В деревне со скрипом отворяются ворота, калитки. Бабы выгоняют на пастьбу скотину. Поднимая пыль, она бредет, а сзади шествует молодой пастух. Колпак сдвинут на затылок, лицо сосредоточенно. Длинный кнут щелкает по спинам скота. Потом волочится за пастухом, когда тот играет на рожке. Наивная мелодия звонко разносится и пропадает в лесах…
Из одной избы, провожаемые прощальными возгласами хозяйки, вышли два человека. За спинами котомки, в руках — батожки. Один из них, высокий старик, сановитый, важный, в добротной одежде, говорит:
— Давай, Вася, еще раз прочтем грамоту подметную, что в избе нашли.

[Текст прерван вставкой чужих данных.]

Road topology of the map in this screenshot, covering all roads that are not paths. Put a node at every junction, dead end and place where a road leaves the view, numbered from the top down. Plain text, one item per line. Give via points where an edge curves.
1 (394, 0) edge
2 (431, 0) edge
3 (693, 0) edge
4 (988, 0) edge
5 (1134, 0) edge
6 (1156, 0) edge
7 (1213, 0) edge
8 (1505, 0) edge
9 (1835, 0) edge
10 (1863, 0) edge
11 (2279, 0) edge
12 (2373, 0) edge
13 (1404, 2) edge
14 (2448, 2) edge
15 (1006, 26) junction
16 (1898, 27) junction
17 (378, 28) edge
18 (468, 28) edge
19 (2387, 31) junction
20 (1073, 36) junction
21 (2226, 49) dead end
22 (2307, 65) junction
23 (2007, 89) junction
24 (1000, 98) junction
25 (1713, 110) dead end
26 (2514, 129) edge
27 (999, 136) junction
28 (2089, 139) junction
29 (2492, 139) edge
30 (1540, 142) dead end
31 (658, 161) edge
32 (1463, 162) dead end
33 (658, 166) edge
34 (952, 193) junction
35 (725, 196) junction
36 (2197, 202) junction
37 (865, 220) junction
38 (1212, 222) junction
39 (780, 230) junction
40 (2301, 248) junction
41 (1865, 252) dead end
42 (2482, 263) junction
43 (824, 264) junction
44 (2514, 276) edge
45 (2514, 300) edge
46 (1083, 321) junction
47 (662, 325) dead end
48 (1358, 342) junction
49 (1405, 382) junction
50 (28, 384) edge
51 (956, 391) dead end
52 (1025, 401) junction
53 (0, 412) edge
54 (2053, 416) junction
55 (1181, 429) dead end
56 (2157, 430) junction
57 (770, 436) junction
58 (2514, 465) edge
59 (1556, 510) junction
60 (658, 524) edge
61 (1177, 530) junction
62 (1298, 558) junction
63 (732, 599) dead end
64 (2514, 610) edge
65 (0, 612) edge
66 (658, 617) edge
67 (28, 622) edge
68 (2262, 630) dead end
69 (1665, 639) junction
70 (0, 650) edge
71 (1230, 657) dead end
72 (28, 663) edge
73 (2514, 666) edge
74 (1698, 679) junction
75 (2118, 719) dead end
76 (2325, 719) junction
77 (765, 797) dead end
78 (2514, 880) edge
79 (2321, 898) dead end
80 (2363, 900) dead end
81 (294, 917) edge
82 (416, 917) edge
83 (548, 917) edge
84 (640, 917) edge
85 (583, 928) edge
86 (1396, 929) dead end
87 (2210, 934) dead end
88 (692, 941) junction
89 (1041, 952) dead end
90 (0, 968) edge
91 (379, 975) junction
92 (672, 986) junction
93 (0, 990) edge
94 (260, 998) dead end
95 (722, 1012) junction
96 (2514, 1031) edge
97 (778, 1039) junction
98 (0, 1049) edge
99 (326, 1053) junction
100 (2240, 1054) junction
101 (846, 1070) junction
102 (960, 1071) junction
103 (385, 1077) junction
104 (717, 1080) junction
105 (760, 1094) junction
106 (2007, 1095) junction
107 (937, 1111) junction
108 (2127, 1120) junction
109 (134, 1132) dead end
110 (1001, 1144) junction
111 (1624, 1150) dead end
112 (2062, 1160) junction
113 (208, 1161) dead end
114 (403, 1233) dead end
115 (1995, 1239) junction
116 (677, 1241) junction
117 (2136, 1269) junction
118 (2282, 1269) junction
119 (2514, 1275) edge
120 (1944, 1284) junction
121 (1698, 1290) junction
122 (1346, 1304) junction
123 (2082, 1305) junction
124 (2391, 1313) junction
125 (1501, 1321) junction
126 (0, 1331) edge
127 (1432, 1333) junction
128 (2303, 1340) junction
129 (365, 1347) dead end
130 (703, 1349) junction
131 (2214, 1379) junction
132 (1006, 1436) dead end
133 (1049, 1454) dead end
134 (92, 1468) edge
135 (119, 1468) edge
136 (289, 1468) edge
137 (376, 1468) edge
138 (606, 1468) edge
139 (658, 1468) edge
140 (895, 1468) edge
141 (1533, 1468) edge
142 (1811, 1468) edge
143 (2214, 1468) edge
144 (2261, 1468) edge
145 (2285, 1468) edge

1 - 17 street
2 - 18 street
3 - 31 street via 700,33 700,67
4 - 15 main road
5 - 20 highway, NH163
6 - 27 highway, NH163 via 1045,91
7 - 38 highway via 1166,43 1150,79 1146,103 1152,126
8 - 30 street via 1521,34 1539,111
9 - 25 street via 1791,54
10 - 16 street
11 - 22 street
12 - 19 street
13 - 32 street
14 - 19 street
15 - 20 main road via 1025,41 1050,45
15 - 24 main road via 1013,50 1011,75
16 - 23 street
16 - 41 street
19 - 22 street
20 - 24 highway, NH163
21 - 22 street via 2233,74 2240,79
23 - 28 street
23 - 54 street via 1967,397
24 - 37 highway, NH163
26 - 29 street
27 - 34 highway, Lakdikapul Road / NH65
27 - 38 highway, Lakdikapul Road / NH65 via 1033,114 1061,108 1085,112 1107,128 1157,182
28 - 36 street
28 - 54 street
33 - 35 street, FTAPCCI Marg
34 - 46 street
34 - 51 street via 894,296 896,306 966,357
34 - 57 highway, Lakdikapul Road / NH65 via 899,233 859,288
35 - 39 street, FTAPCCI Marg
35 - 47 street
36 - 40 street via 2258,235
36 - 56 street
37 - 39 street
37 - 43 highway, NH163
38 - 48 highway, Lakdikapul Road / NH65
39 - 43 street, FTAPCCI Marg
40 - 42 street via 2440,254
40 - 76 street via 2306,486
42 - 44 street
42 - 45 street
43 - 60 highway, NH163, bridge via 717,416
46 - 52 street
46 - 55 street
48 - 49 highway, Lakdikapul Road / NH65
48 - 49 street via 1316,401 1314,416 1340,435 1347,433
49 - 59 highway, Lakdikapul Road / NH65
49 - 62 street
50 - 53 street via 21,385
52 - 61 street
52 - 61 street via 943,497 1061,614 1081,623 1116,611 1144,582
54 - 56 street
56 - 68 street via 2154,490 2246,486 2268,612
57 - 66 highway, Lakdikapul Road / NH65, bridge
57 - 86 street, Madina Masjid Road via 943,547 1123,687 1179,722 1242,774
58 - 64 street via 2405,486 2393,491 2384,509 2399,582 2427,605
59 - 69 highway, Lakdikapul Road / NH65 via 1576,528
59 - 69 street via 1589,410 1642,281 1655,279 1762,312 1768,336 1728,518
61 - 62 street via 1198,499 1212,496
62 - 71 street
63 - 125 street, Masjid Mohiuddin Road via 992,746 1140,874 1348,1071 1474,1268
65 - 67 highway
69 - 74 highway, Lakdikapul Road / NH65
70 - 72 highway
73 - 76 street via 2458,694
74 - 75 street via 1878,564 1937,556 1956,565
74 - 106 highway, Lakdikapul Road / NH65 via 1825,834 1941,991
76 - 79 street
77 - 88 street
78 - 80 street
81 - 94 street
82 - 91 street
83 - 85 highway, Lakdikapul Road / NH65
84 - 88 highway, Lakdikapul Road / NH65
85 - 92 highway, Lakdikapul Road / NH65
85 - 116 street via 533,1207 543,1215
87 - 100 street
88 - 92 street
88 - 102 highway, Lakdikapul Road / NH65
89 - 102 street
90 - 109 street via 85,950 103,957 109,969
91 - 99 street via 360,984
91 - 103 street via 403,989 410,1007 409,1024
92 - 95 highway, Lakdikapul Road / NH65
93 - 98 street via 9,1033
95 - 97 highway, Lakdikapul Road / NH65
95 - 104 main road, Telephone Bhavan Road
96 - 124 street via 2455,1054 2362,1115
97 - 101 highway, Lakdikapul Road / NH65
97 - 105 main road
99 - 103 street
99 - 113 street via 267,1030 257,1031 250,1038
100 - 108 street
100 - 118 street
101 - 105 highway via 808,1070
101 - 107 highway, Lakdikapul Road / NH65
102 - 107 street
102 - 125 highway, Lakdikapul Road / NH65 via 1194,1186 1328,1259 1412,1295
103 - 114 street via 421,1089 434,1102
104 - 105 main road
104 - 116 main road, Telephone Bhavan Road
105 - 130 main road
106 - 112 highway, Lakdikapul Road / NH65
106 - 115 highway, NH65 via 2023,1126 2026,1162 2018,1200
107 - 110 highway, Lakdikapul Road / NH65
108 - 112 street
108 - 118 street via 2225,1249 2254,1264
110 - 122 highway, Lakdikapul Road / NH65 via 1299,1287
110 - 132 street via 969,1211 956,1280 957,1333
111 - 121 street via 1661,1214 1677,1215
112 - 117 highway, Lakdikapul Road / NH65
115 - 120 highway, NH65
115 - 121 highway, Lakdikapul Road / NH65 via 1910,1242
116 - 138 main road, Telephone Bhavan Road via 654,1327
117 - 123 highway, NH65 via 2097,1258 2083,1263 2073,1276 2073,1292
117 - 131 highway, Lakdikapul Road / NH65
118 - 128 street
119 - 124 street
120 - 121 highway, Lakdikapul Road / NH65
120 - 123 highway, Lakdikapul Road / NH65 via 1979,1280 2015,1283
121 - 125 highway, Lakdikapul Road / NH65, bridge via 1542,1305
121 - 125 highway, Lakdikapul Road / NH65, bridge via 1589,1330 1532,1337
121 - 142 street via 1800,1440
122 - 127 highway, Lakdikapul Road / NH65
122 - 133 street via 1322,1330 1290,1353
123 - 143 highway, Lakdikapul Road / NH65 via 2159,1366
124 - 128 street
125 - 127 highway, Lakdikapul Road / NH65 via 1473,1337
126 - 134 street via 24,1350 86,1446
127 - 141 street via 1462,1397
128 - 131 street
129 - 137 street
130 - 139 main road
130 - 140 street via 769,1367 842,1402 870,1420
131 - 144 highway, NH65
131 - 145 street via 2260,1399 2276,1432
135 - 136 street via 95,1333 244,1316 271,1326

Старик внимательно озирается, убеждается, что вблизи нет никого, вытаскивает из-за пазухи одну из «прелестных грамот» Болотникова. Он бегло просматривает ее. Видать, не раз уже читана. Хочет положить снова в боковой карман.
Вася, худощавый, стройный паренек лет шестнадцати, с задумчивым бледным лицом, удерживает старика за руку. Тоже сторожко озирается.
— Дядя Мирон, не лучше ли нам приладить грамоту к тыну, али вон к тому кусту, чтоб люди чли…
— Нет, Вася, лучше к Троице-Сергию ее снесть. У лавры приладим; незаметно, в темноте. А утром почитают. Там народу, чай, поболе соберется, нежели у твоего куста, — улыбается старик.
— Вот это дело! — басовито, ломающимся отроческим голосом, одобряет паренек.